* _Activity_:
Return only how many lines in the data include the string "Lombardía".

* _Provided data_:
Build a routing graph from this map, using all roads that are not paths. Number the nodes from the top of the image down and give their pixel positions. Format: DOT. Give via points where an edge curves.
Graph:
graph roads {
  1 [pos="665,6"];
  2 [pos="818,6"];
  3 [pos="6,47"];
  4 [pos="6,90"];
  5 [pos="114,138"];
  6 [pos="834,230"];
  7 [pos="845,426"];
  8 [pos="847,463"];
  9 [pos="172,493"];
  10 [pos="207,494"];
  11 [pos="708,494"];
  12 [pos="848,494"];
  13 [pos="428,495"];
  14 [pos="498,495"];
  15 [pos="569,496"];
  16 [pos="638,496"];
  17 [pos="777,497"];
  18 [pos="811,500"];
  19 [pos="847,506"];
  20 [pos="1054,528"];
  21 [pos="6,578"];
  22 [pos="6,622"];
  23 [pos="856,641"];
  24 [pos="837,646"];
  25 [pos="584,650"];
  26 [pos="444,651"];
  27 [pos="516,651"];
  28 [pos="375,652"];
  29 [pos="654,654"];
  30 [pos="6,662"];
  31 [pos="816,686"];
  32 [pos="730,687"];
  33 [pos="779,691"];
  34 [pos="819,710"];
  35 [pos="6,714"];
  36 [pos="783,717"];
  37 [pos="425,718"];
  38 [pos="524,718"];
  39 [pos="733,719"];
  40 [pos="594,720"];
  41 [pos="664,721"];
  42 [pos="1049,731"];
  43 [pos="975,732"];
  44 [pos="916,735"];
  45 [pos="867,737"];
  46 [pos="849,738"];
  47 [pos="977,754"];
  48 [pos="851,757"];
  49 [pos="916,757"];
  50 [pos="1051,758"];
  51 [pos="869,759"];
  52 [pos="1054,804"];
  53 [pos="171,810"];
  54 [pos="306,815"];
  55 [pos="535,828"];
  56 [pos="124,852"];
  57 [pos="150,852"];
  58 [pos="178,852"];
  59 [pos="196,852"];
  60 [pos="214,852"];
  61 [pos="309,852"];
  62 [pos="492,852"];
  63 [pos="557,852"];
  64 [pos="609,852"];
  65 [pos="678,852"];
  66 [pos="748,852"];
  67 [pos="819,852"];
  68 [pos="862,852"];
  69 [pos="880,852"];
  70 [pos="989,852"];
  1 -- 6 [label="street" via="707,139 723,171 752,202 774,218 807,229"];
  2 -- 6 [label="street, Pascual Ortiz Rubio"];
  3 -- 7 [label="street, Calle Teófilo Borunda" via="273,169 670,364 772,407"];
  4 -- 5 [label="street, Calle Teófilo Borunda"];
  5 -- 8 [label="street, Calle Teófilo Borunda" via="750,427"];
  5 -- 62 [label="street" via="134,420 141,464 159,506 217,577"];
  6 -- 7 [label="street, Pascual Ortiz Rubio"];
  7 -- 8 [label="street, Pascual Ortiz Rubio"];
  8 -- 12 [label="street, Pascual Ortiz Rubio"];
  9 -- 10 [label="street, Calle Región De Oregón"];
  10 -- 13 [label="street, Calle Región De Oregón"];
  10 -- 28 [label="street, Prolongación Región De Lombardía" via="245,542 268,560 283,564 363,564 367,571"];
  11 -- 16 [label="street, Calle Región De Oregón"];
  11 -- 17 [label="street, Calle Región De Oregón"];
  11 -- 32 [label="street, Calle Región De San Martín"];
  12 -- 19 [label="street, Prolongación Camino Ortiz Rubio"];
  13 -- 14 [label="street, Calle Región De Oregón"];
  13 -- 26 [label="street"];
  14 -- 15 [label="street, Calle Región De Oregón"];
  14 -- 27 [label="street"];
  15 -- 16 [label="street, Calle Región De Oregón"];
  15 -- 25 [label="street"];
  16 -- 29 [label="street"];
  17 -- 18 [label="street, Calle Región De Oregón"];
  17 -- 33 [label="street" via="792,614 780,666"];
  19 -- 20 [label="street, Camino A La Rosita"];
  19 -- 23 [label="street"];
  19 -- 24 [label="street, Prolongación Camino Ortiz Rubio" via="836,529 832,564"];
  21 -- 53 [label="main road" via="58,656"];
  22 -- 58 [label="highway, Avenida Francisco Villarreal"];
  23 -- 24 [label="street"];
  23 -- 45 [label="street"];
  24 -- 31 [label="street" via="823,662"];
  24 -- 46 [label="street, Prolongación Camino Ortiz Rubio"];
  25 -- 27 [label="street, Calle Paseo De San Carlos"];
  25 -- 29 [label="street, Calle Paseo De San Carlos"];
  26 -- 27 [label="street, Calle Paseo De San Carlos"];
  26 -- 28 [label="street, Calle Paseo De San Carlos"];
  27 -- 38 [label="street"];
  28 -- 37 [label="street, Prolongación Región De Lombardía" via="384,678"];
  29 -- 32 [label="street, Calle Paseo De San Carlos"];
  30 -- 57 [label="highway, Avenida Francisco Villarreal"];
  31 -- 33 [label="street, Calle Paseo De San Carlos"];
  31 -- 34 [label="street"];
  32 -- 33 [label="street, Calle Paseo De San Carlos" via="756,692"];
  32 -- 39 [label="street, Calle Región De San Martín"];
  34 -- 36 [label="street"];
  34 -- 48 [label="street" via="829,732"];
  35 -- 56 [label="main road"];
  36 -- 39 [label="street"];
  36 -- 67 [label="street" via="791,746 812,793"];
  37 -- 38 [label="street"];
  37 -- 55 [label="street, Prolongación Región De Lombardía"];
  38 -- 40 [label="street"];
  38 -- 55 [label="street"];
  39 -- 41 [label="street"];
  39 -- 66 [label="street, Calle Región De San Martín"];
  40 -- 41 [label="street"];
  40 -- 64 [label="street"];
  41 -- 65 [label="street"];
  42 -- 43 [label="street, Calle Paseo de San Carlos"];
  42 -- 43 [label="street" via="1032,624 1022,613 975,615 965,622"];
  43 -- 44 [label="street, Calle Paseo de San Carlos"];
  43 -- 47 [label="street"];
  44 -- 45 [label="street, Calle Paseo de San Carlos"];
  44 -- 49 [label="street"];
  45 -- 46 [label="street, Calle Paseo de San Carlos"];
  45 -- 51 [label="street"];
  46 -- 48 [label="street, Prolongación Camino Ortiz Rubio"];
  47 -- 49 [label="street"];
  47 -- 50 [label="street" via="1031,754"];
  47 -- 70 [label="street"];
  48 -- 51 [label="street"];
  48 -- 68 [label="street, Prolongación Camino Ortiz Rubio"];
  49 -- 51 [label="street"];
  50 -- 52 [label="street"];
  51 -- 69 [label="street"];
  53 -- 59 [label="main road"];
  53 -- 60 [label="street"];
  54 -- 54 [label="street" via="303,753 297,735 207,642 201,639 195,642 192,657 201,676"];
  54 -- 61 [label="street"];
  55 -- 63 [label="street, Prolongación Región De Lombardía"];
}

...

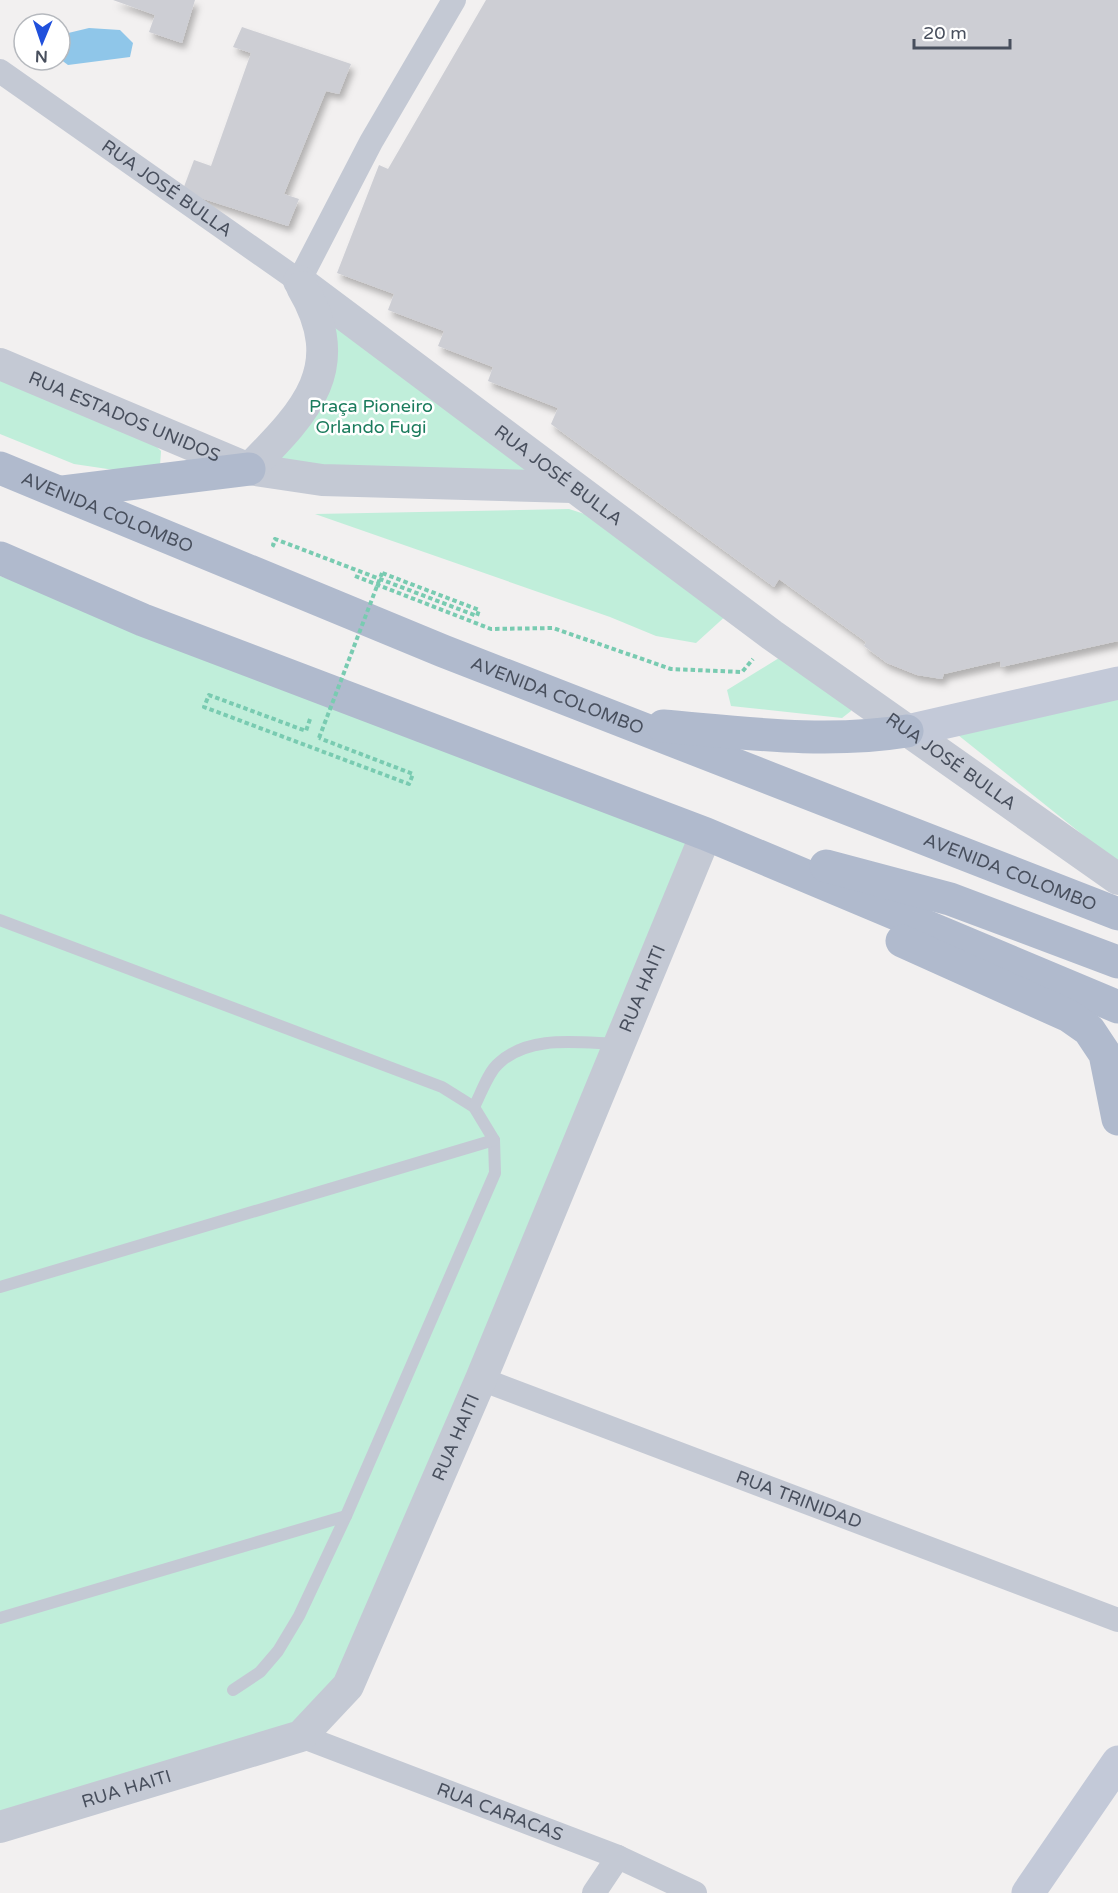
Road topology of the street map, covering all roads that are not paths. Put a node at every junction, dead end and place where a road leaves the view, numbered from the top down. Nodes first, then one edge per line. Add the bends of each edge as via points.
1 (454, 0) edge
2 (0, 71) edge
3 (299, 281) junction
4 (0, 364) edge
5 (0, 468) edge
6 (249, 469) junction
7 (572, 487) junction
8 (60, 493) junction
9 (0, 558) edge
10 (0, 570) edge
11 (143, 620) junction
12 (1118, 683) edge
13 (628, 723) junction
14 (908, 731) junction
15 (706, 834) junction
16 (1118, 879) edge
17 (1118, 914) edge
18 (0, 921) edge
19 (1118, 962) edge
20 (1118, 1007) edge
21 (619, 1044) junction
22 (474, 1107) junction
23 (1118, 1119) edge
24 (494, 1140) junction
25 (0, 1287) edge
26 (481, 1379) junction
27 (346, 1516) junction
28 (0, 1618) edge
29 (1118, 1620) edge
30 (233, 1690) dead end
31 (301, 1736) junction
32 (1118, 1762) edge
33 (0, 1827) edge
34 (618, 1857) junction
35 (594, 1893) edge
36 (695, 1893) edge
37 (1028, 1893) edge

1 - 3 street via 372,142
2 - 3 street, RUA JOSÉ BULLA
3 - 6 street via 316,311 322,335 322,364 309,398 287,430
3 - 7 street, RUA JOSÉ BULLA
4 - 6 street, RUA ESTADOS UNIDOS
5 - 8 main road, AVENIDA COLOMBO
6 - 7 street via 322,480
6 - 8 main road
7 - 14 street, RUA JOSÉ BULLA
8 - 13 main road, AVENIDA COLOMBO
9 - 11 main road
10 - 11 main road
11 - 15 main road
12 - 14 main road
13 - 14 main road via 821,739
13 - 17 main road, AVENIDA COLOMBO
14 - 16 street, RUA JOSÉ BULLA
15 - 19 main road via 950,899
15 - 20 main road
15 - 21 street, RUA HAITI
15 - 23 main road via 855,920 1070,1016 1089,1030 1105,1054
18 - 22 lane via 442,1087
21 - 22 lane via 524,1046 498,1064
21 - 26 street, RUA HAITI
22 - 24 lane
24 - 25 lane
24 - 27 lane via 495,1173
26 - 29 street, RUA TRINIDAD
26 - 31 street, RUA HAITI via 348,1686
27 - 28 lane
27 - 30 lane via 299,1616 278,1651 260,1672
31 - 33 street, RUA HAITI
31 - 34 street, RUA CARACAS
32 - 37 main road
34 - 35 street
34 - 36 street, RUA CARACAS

* _Exercise answer_:
4